----- Data listing
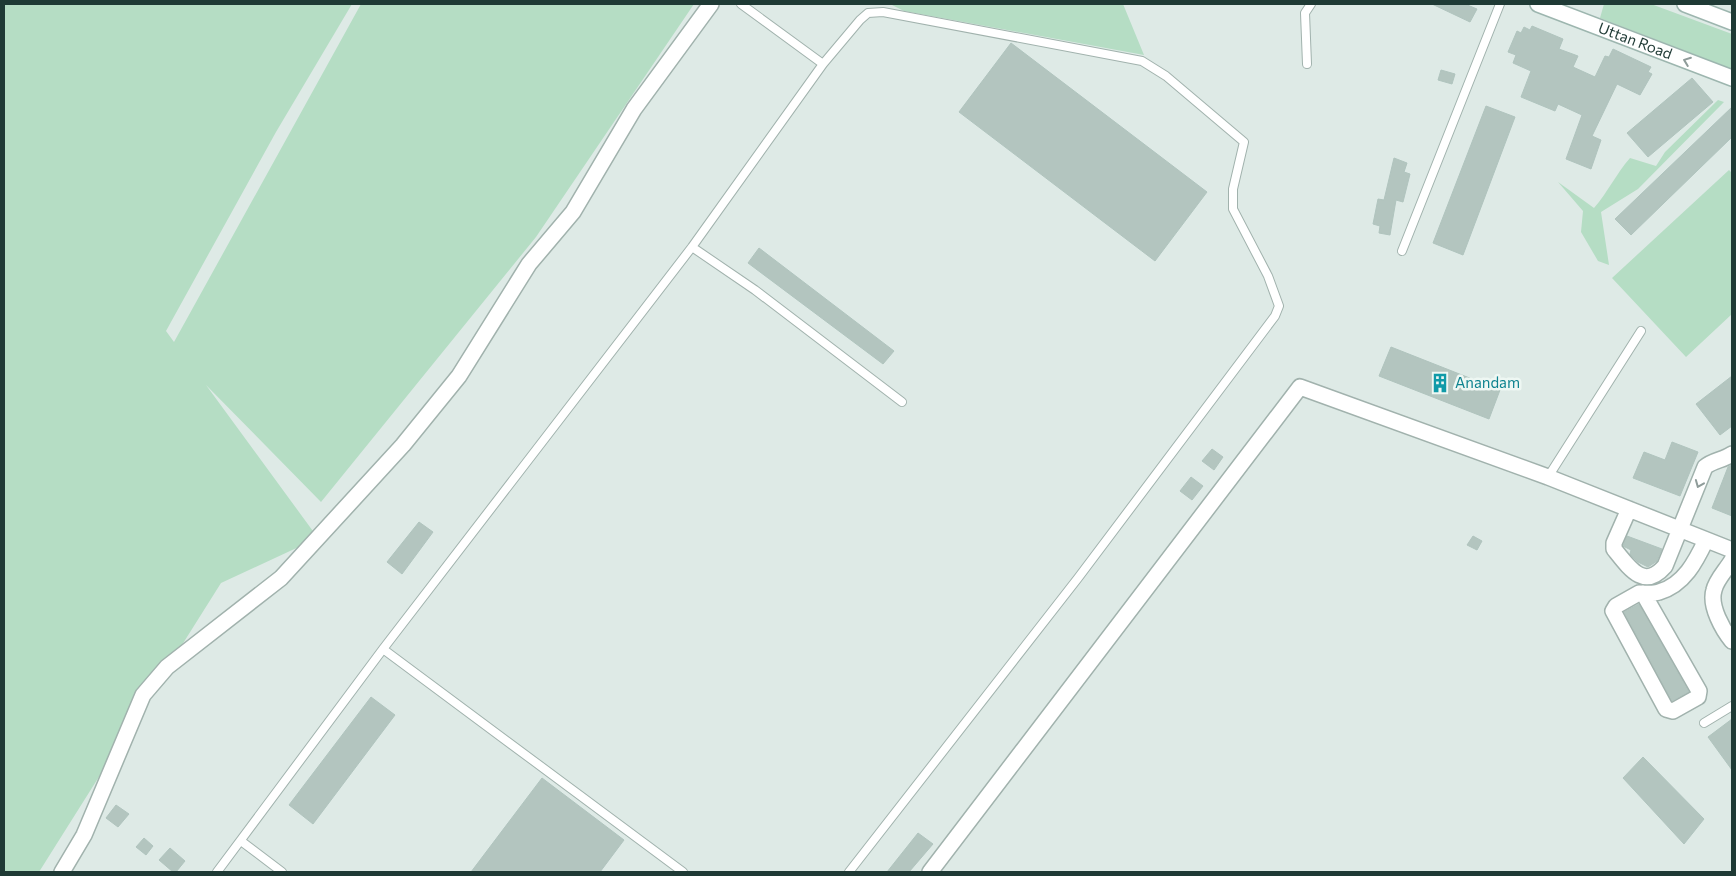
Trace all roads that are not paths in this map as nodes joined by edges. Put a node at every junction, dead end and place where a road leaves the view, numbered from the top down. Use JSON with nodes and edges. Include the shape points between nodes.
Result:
{"nodes":[{"id":1,"x":711,"y":4,"type":"edge"},
{"id":2,"x":741,"y":4,"type":"edge"},
{"id":3,"x":1311,"y":4,"type":"edge"},
{"id":4,"x":1500,"y":4,"type":"edge"},
{"id":5,"x":1538,"y":4,"type":"edge"},
{"id":6,"x":1692,"y":5,"type":"edge"},
{"id":7,"x":1732,"y":22,"type":"edge"},
{"id":8,"x":823,"y":64,"type":"junction"},
{"id":9,"x":1307,"y":64,"type":"dead end"},
{"id":10,"x":1732,"y":78,"type":"edge"},
{"id":11,"x":692,"y":247,"type":"junction"},
{"id":12,"x":1402,"y":251,"type":"dead end"},
{"id":13,"x":1641,"y":331,"type":"dead end"},
{"id":14,"x":902,"y":402,"type":"dead end"},
{"id":15,"x":1732,"y":454,"type":"edge"},
{"id":16,"x":1548,"y":477,"type":"junction"},
{"id":17,"x":1629,"y":509,"type":"junction"},
{"id":18,"x":1680,"y":530,"type":"junction"},
{"id":19,"x":1706,"y":540,"type":"junction"},
{"id":20,"x":1732,"y":550,"type":"edge"},
{"id":21,"x":1732,"y":560,"type":"edge"},
{"id":22,"x":1643,"y":593,"type":"junction"},
{"id":23,"x":1732,"y":641,"type":"edge"},
{"id":24,"x":383,"y":649,"type":"junction"},
{"id":25,"x":1732,"y":706,"type":"edge"},
{"id":26,"x":1704,"y":723,"type":"dead end"},
{"id":27,"x":241,"y":841,"type":"junction"},
{"id":28,"x":62,"y":872,"type":"edge"},
{"id":29,"x":217,"y":872,"type":"edge"},
{"id":30,"x":282,"y":872,"type":"edge"},
{"id":31,"x":683,"y":872,"type":"edge"},
{"id":32,"x":849,"y":872,"type":"edge"},
{"id":33,"x":930,"y":872,"type":"edge"}],
"edges":[{"from":1,"to":28,"type":"street","via":[[634,109],[573,212],[529,264],[459,376],[403,445],[281,578],[167,667],[143,695],[84,835]]},
{"from":2,"to":8,"type":"lane"},
{"from":3,"to":9,"type":"lane","via":[[1305,13]]},
{"from":4,"to":12,"type":"lane"},
{"from":10,"to":5,"type":"street","name":"Uttan Road","one_way":true},
{"from":6,"to":7,"type":"street"},
{"from":8,"to":11,"type":"lane"},
{"from":8,"to":32,"type":"lane","via":[[860,20],[868,14],[883,12],[1142,62],[1154,67],[1244,142],[1233,189],[1233,209],[1268,276],[1279,306],[1275,316],[1078,578]]},
{"from":11,"to":14,"type":"lane","via":[[755,290]]},
{"from":11,"to":24,"type":"lane"},
{"from":13,"to":16,"type":"lane"},
{"from":15,"to":18,"type":"street","one_way":true,"via":[[1710,462],[1706,467]]},
{"from":16,"to":17,"type":"street"},
{"from":16,"to":33,"type":"street","via":[[1300,387]]},
{"from":17,"to":18,"type":"street"},
{"from":17,"to":18,"type":"street","via":[[1614,550],[1640,575],[1650,578],[1665,566]]},
{"from":18,"to":19,"type":"street"},
{"from":19,"to":20,"type":"street"},
{"from":19,"to":22,"type":"street","via":[[1698,558],[1677,583],[1659,592]]},
{"from":21,"to":23,"type":"street","via":[[1713,591],[1716,613]]},
{"from":22,"to":22,"type":"street","via":[[1613,610],[1666,709],[1673,711],[1698,697],[1699,691]]},
{"from":24,"to":27,"type":"lane"},
{"from":24,"to":31,"type":"lane"},
{"from":25,"to":26,"type":"lane"},
{"from":27,"to":29,"type":"lane"},
{"from":27,"to":30,"type":"lane"}]}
----------
__Task prompt__
Take every line above where "nodes" appears and copy it.

__Answer section__
Trace all roads that are not paths in this map as nodes joined by edges. Put a node at every junction, dead end and place where a road leaves the view, numbered from the top down. Use JSON with nodes and edges. Include the shape points between nodes.
{"nodes":[{"id":1,"x":711,"y":4,"type":"edge"},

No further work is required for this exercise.